Tajem making a political comeback

  • Nation
  • Thursday, 13 Apr 2006

KUCHING: Datuk Daniel Tajem is making a political comeback. The pioneer Iban political leader is going to stand in his former Bukit Begunan seat which he gave up 10 years ago.  

“Win or lose, I will stand. My fight cannot end with the death of PBDS (Parti Bansa Dayak Sarawak),” the 70-year-old former PBDS president said. 

Confirming his decision to The Star, Tajem who gave up the seat in 1996, said he wants to fight for the economic and land rights of the Dayak people. 

“I never wanted to give up the assembly seat. I was not allowed to defend my seat,” he added. 

Tajem said the then PBDS president Tan Sri Leo Moggie and present Parti Rakyat Sarawak (PRS) president Datuk Seri Dr James Jemut Masing had persuaded him not to contest. 

He added that he reluctantly complied and remained the deputy president until PBDS broke up and was subsequently deregistered in October 2004, a year after he took over the helm from Moggie.  

When Tajem and his group of two assemblymen and three MPs failed to revive PBDS, he became 'partyless'. 

Masing’s PRS was registered and accepted into Barisan Nasional. 

Early last year, Tajem and his supporters formed the Malaysian Dayak Congress but it is unlikely to get registered in time for the state elections. 

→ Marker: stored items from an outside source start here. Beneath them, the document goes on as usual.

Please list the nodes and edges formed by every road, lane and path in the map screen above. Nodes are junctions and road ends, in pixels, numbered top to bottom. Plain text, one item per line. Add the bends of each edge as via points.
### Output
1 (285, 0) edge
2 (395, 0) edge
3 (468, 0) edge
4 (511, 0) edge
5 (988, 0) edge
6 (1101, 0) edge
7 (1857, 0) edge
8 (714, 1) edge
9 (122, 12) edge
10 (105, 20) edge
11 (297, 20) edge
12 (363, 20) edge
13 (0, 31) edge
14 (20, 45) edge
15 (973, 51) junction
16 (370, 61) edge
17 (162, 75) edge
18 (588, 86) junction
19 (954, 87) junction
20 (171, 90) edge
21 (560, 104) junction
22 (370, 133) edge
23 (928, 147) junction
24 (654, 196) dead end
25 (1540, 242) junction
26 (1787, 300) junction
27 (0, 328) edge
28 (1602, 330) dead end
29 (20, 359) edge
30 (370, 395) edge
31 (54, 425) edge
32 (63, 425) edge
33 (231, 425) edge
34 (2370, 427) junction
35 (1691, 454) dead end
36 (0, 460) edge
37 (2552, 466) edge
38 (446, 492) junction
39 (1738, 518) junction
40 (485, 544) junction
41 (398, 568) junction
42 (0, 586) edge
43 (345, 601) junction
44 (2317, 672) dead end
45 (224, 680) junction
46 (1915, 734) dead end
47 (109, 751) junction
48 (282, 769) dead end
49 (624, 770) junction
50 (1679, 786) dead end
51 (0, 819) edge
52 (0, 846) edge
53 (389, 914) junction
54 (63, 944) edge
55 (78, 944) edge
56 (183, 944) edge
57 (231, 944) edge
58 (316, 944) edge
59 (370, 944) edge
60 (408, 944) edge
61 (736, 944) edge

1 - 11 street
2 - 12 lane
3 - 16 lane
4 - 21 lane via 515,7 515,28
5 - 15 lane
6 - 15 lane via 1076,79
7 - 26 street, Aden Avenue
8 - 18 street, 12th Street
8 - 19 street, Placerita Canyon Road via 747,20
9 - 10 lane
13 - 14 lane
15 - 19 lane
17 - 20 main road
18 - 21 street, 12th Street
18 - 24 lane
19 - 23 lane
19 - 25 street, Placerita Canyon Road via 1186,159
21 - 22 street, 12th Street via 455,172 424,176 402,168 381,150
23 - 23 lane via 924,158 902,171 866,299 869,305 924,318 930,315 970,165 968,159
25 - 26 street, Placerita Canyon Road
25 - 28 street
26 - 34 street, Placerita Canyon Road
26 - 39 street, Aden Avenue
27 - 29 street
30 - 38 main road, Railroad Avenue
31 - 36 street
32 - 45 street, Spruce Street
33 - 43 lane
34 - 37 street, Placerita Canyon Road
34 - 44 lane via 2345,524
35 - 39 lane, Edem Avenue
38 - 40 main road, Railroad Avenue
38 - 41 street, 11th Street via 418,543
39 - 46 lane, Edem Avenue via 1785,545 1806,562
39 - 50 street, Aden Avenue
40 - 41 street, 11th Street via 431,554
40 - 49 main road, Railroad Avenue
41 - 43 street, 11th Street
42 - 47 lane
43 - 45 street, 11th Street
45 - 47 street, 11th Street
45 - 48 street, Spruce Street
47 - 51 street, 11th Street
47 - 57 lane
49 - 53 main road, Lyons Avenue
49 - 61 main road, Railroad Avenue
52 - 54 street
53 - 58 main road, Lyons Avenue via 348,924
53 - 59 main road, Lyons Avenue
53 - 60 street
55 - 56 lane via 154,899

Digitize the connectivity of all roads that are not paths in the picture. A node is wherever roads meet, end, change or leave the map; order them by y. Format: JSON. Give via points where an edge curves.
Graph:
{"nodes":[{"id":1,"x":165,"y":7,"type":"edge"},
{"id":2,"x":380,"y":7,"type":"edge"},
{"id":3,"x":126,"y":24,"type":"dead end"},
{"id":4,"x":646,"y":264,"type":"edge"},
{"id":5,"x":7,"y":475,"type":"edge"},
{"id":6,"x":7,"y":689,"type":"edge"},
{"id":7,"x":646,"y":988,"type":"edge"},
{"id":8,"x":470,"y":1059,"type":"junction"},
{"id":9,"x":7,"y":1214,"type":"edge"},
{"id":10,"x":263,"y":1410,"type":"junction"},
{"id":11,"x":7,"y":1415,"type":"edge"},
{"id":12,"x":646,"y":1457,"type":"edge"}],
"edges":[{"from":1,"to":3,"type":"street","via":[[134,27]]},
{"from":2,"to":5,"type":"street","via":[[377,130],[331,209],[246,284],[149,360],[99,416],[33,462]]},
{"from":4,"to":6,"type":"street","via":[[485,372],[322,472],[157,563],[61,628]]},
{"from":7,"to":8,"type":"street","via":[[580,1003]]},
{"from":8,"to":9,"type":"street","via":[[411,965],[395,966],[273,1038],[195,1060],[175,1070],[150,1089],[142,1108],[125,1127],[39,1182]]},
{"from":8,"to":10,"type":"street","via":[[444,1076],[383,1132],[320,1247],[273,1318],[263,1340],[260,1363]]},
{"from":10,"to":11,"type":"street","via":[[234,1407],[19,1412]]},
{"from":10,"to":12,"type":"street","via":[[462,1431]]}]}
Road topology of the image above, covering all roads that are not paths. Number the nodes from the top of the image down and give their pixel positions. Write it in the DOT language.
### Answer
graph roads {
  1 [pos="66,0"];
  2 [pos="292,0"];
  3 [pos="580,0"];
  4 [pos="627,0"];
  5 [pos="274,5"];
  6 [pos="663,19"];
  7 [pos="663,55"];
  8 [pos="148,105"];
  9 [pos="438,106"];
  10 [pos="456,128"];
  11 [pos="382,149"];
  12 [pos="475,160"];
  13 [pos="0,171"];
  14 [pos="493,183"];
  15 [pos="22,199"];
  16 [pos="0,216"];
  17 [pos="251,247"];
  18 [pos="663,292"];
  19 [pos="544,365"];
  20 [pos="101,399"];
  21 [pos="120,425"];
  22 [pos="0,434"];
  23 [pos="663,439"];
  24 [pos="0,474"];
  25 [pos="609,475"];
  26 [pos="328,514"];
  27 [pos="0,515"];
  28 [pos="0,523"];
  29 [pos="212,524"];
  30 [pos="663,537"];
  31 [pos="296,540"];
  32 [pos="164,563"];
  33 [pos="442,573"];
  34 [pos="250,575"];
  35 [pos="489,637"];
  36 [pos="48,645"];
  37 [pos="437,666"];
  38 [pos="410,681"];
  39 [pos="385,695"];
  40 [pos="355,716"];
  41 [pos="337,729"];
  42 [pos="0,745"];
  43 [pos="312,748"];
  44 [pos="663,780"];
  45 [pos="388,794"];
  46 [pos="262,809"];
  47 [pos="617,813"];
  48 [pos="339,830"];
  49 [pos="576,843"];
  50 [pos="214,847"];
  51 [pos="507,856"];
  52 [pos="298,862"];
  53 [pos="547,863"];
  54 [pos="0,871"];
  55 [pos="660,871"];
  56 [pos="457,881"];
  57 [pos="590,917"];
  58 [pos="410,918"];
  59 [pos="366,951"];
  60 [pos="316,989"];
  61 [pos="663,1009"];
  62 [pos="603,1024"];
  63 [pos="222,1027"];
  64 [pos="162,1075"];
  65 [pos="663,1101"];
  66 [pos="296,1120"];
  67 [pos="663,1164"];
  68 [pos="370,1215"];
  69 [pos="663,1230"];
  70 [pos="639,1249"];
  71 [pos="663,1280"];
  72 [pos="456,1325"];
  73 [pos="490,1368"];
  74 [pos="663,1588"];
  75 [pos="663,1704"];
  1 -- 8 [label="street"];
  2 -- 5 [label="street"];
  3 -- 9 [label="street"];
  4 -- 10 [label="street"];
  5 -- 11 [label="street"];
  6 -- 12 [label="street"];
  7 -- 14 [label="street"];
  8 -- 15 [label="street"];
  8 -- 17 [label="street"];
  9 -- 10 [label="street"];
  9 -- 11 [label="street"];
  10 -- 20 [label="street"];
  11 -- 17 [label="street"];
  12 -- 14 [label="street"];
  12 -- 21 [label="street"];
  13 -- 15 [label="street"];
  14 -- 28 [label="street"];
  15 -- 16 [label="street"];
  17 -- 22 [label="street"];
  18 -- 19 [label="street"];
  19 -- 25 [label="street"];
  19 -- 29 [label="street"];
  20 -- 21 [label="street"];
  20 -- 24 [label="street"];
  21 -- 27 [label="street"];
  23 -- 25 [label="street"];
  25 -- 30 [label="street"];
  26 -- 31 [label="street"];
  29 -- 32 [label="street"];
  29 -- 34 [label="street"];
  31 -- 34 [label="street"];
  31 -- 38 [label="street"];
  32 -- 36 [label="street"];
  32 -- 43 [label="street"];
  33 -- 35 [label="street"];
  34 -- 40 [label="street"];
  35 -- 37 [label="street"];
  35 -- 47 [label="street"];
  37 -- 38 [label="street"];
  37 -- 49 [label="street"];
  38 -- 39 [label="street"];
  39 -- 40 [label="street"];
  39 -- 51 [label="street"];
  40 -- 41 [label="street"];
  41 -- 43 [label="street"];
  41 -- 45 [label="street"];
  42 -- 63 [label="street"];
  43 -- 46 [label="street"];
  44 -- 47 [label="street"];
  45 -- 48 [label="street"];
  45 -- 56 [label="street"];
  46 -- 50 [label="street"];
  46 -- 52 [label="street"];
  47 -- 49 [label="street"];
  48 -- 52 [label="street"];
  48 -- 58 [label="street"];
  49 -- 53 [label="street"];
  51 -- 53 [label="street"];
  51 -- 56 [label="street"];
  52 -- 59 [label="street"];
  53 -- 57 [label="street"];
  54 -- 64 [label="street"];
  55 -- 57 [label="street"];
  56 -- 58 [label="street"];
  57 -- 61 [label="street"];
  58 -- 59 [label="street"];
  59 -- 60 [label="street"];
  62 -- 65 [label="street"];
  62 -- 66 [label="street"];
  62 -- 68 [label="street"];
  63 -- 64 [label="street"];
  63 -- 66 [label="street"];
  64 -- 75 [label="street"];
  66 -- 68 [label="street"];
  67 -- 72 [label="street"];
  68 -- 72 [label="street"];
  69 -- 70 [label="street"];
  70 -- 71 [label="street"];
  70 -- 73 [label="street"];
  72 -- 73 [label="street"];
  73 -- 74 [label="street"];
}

Tajem, the first Dayak lawyer, (he graduated from Victoria’s University in Wellington, New Zealand, in the early 1960s) entered the political arena in 1974 when he became Lingga assemblyman under the Sarawak National Party (SNAP).  

The seat was later redelineated as the Bukit Begunan constituency. 

Tajem said he and his group would contest 17 of the 29 Dayak seats from a total of 71 even if the MDC was not registered in time. 

“We will contest under an appropriate banner,” said Tajem, the advisor to the MDC, which has formed a loose opposition coalition with SNAP and Parti Keadilan Rakyat, calling themselves Barisan Bersatu Sarawak. 

On Dr Masing’s statement to The Star that MDC should not be registered because they were too many suitors for the Dayaks, Tajem said: “The Dayaks can have many suitors but only one husband.”